The structure of the constrained layer-flyer integrated chip device used to generate blank holder force (with variable magnetic field device) is shown in Figure 2 and Figure 3, which consists of three parts: iron frame 19, K9 glass constrained layer 21 and flyer 20. The flyer 20 is attached to the middle of the K9 glass constraining layer 21, the K9 glass constraining layer 21 is embedded in the iron frame 19, the side of the K9 glass constraining layer 21 that is not attached to the flyer 20 faces the iron frame, and the K9 glass constraining layer 21 is embedded The depth of the iron frame 19 is about 1 mm, which is less than the thickness of the K9 glass constraining layer 21 .

The structure of the variable magnetic field device 1 used to generate a controllable magnetic field to realize blank holder force control (cooperating with the constrained layer-flyer integrated chip) is shown in Figure 5, consisting of a coil 22, a support frame 23, a current controller 24 and a power interface 25 composition. The computer 11 is connected with a current controller 21 to control the on-off and strength of the current, so that the coil generates a controllable magnetic field. The magnetic field acts on the iron frame 19 of the constrained layer-flyer integrated sheet 15 to generate a downward magnetic force, which serves as the blank-holding force in the micro-blanking process of the metal sheet under the indirect impact of the laser, and finally realizes the control of the blank-holding force automation control.

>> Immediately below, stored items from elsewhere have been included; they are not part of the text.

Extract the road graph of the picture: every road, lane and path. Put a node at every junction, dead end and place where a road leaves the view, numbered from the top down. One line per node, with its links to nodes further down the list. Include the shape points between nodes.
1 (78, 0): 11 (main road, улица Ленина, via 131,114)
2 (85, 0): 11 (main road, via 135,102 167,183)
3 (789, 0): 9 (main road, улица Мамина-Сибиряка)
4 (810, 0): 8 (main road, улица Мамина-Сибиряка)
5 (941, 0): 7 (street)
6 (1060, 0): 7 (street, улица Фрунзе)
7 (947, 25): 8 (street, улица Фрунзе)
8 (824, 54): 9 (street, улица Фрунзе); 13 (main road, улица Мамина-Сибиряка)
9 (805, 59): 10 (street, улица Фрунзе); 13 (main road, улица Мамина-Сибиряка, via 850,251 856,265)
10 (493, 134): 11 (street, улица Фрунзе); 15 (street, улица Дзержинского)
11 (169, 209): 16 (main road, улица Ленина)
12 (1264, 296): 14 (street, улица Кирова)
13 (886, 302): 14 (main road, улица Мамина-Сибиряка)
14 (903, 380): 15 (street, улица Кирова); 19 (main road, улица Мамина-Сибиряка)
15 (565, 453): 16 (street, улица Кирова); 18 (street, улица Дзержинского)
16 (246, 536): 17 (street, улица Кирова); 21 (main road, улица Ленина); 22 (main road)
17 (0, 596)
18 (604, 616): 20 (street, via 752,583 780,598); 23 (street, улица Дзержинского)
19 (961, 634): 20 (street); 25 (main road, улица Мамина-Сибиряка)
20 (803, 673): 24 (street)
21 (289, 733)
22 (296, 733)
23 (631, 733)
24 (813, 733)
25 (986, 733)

The structure of the micro-blanking workbench 4 for processing sheet metal is as shown in FIG. The mold spacer 26 is installed in the center of the base 2, and is connected by bolts and conical pins for positioning; the micro-blanking die 27 is installed in the center of the mold spacer 26, and the relative position is fastened with positioning screws; the flying cavity guide rail 30 is installed on the mold cushion with screws One side of the block 26 is equipped with an elastic body 29 and a fly cavity 28; one end of the fly cavity 28 with a slot is installed in the guide rail; the elastic body 29 is installed in the fly cavity guide rail 30 in the fly cavity 28 slot the lower part. In the whole device, the connection surface has a high flatness, and the mold cushion block 26 can have different thicknesses, specifically between 1mm-10mm, and can be used in multiple stacks to grind and polish mold cushions The lower surface of the block allows fine adjustment of the levelness of the bench. The size specification of the micro-blanking die 27 is: 20㎜×30㎜×10㎜, and the center of the upper surface is processed with micron-level features for forming. The thickness of the fly cavity 28 is determined according to the required process parameters, generally about 0.1 mm, and the fly cavity needs to have a certain rigidity. The cavity of the flying cavity can be rectangular or circular, and the size is about 3.5mm in diameter. During the process of applying the blank holder force by the magnetic force, the constrained layer-flyer integrated sheet 15 is magnetically pulled downward, and the fly cavity 28 and the workpiece are pressed against the micro-blanking die 27 in sequence. After one laser pulse, the magnetic force is unloaded, and the elastic body 29 prompts the fly cavity 28 and the constrained layer-flyer integrated sheet 15 to recover upwards, and the workpiece is fed again under the push of the three-coordinate moving chuck 3 to prepare for the next forming cycle.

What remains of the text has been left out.